Directions for this task
Starting at the line with "index mcp: (285, 79)" in it, reproduce each line below through the last one, exactly, and include nothing else.

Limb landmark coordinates
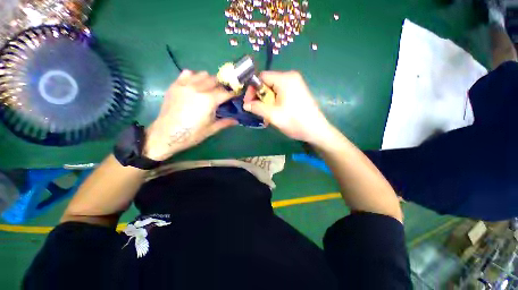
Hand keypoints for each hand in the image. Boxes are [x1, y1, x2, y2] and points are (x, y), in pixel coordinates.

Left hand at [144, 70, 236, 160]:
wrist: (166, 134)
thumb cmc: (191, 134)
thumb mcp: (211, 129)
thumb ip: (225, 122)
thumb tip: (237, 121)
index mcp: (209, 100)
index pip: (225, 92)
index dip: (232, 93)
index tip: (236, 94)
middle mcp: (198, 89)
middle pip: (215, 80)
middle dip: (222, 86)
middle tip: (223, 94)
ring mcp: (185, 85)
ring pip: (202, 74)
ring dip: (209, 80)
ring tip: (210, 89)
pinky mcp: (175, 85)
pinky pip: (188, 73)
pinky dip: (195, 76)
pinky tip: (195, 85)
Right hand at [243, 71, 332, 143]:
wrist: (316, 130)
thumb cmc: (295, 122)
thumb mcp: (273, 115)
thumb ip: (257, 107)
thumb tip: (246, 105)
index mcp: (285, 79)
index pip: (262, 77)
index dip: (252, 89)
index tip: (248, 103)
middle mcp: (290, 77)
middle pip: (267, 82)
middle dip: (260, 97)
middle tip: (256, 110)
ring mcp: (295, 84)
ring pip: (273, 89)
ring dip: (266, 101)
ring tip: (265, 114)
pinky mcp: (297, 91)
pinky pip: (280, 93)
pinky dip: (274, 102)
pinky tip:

Task result
index mcp: (285, 79)
index pip: (262, 77)
index dip: (252, 89)
index tip: (248, 103)
middle mcp: (290, 77)
middle pip: (267, 82)
middle dip: (260, 97)
middle tip: (256, 110)
ring mcp: (295, 84)
ring pip: (273, 89)
ring dip: (266, 101)
ring tip: (265, 114)
pinky mcp: (297, 91)
pinky pip: (280, 93)
pinky dip: (274, 102)
pinky tip:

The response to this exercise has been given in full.